Work to complete = Give the entries below again exactly. Their pictures are not needed.

(Stored data)
[Start of Attachment]
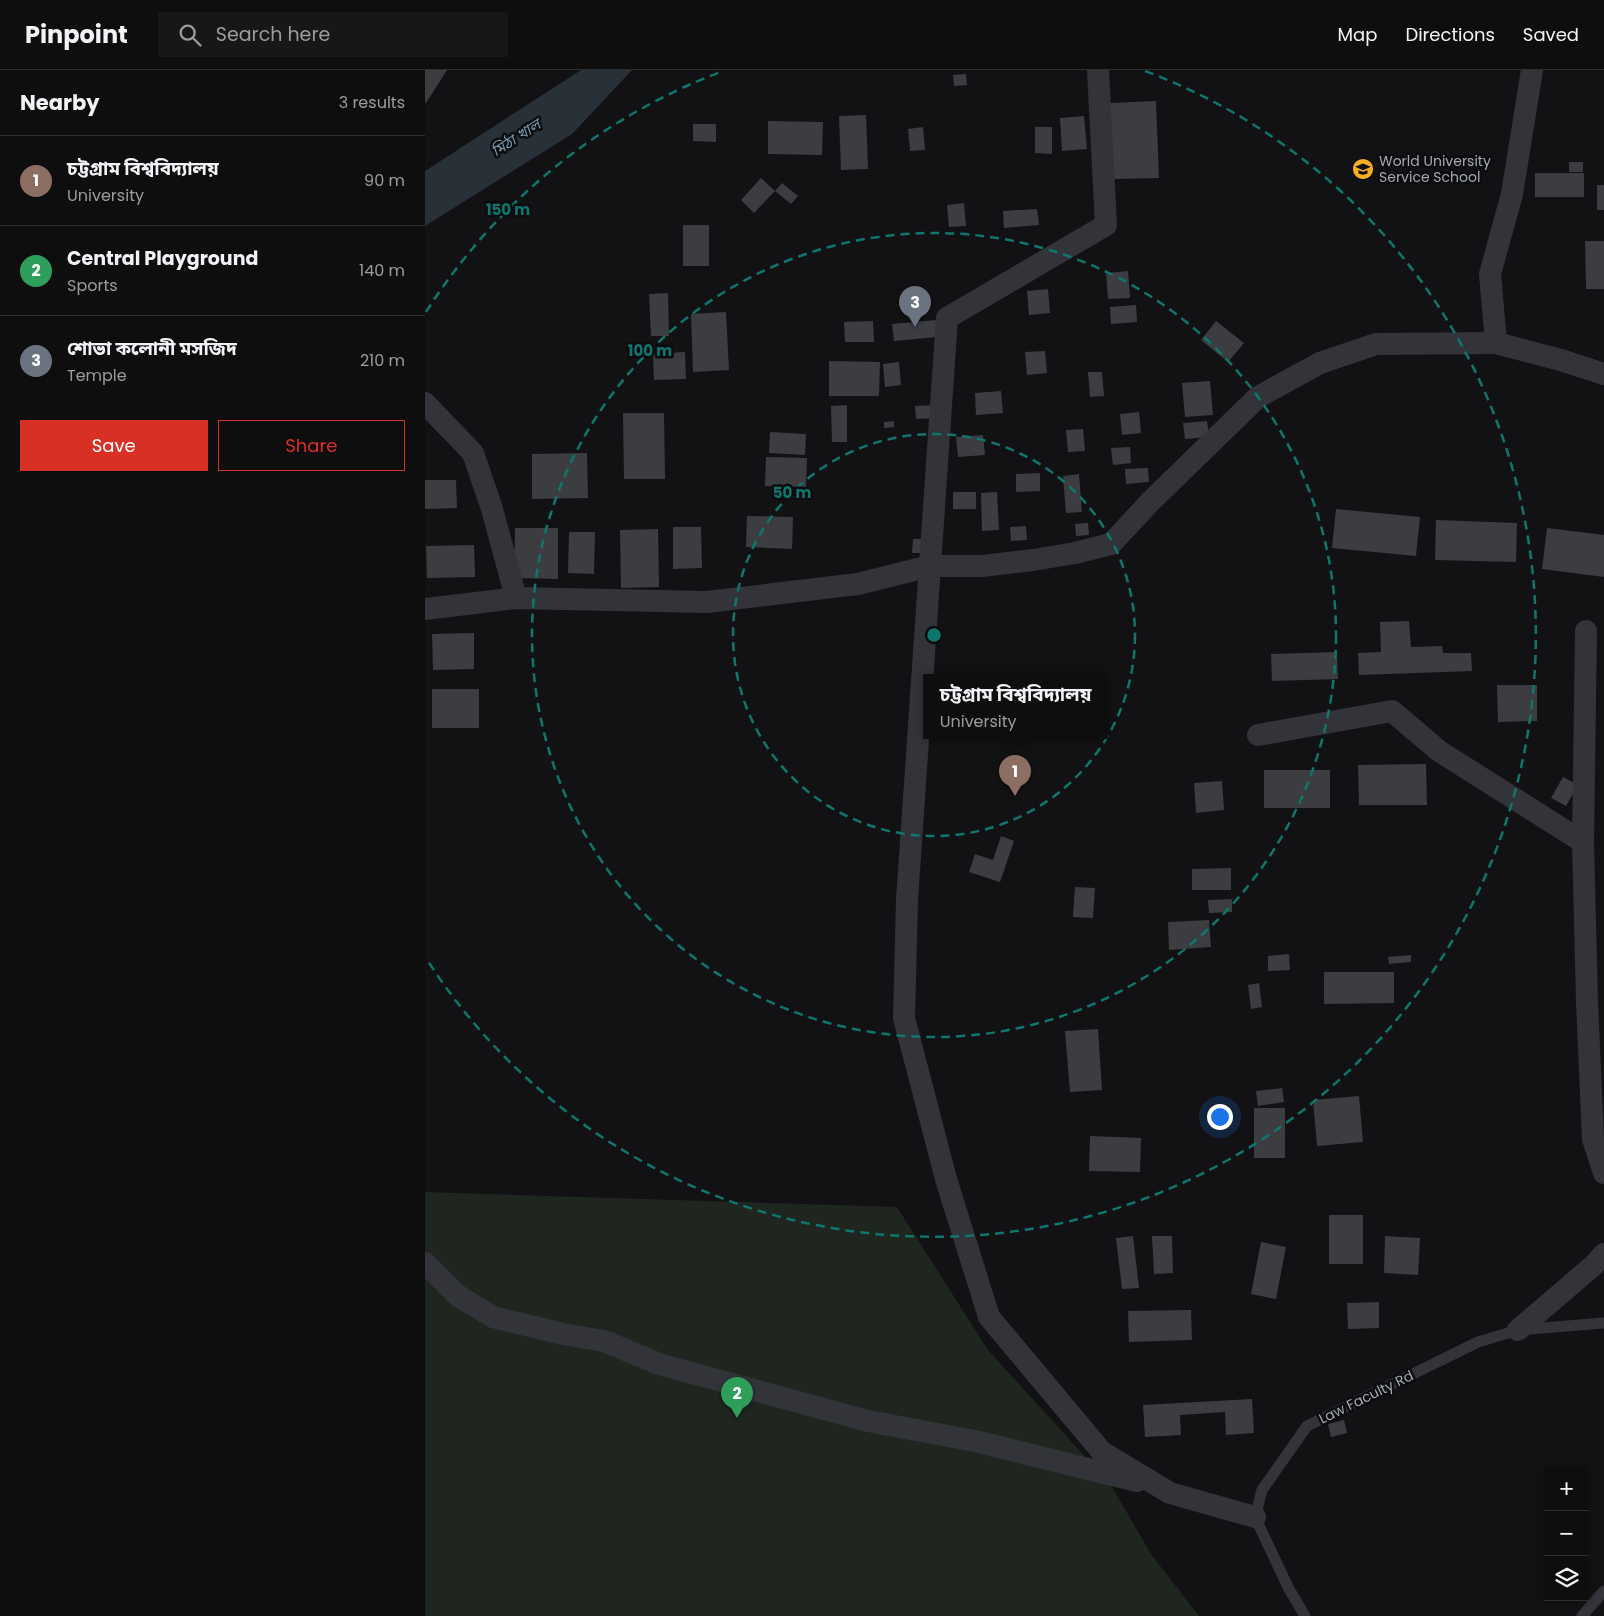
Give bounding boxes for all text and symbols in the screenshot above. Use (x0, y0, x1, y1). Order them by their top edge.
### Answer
search box (158, 12, 508, 57)
text: Pinpoint (25, 18, 128, 51)
icon: search (176, 21, 204, 49)
text: Search here (216, 21, 330, 48)
text: Map (1338, 22, 1377, 47)
text: Directions (1405, 22, 1495, 47)
text: Saved (1523, 22, 1579, 47)
text: Nearby (20, 88, 100, 117)
text: 3 results (339, 91, 405, 114)
water label: মিঠা খাল (487, 112, 547, 161)
place label: World University Service School (1379, 151, 1491, 187)
text: চট্টগ্রাম বিশ্ববিদ্যালয় (67, 155, 219, 182)
school or university icon: World University Service School (1351, 157, 1375, 181)
text: 1 (33, 169, 39, 192)
text: 90 m (364, 169, 405, 192)
text: University (67, 184, 144, 207)
text: 150 m (486, 199, 530, 220)
text: Central Playground (67, 245, 258, 272)
text: 2 (31, 259, 41, 282)
text: 140 m (359, 259, 405, 282)
text: Sports (67, 274, 118, 297)
pin: 3 (899, 286, 931, 327)
text: শোভা কলোনী মসজিদ (67, 335, 237, 362)
text: 100 m (628, 340, 672, 361)
text: 3 (31, 349, 41, 372)
text: 210 m (360, 349, 405, 372)
text: Temple (67, 364, 127, 387)
button: Save (20, 420, 208, 471)
button: Share (218, 420, 405, 471)
text: 50 m (773, 482, 811, 503)
centre of rings (925, 626, 943, 644)
popup (923, 674, 1108, 739)
text: চট্টগ্রাম বিশ্ববিদ্যালয় (940, 681, 1091, 708)
text: University (940, 710, 1017, 733)
pin: 1 (999, 755, 1031, 796)
your location (1207, 1104, 1233, 1130)
street label: Law Faculty Rd (1315, 1365, 1417, 1429)
pin: 2 (721, 1377, 753, 1418)
map controls (1544, 1466, 1589, 1601)
button: + (1544, 1466, 1589, 1511)
button: − (1544, 1511, 1589, 1556)
button: layers (1544, 1556, 1589, 1601)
[End of Attachment]
Response area =
Give bounding boxes for all text and symbols in the screenshot above. Use (x0, y0, x1, y1). Order them by their top edge.
### Answer
search box (158, 12, 508, 57)
text: Pinpoint (25, 18, 128, 51)
icon: search (176, 21, 204, 49)
text: Search here (216, 21, 330, 48)
text: Map (1338, 22, 1377, 47)
text: Directions (1405, 22, 1495, 47)
text: Saved (1523, 22, 1579, 47)
text: Nearby (20, 88, 100, 117)
text: 3 results (339, 91, 405, 114)
water label: মিঠা খাল (487, 112, 547, 161)
place label: World University Service School (1379, 151, 1491, 187)
text: চট্টগ্রাম বিশ্ববিদ্যালয় (67, 155, 219, 182)
school or university icon: World University Service School (1351, 157, 1375, 181)
text: 1 (33, 169, 39, 192)
text: 90 m (364, 169, 405, 192)
text: University (67, 184, 144, 207)
text: 150 m (486, 199, 530, 220)
text: Central Playground (67, 245, 258, 272)
text: 2 (31, 259, 41, 282)
text: 140 m (359, 259, 405, 282)
text: Sports (67, 274, 118, 297)
pin: 3 (899, 286, 931, 327)
text: শোভা কলোনী মসজিদ (67, 335, 237, 362)
text: 100 m (628, 340, 672, 361)
text: 3 (31, 349, 41, 372)
text: 210 m (360, 349, 405, 372)
text: Temple (67, 364, 127, 387)
button: Save (20, 420, 208, 471)
button: Share (218, 420, 405, 471)
text: 50 m (773, 482, 811, 503)
centre of rings (925, 626, 943, 644)
popup (923, 674, 1108, 739)
text: চট্টগ্রাম বিশ্ববিদ্যালয় (940, 681, 1091, 708)
text: University (940, 710, 1017, 733)
pin: 1 (999, 755, 1031, 796)
your location (1207, 1104, 1233, 1130)
street label: Law Faculty Rd (1315, 1365, 1417, 1429)
pin: 2 (721, 1377, 753, 1418)
map controls (1544, 1466, 1589, 1601)
button: + (1544, 1466, 1589, 1511)
button: − (1544, 1511, 1589, 1556)
button: layers (1544, 1556, 1589, 1601)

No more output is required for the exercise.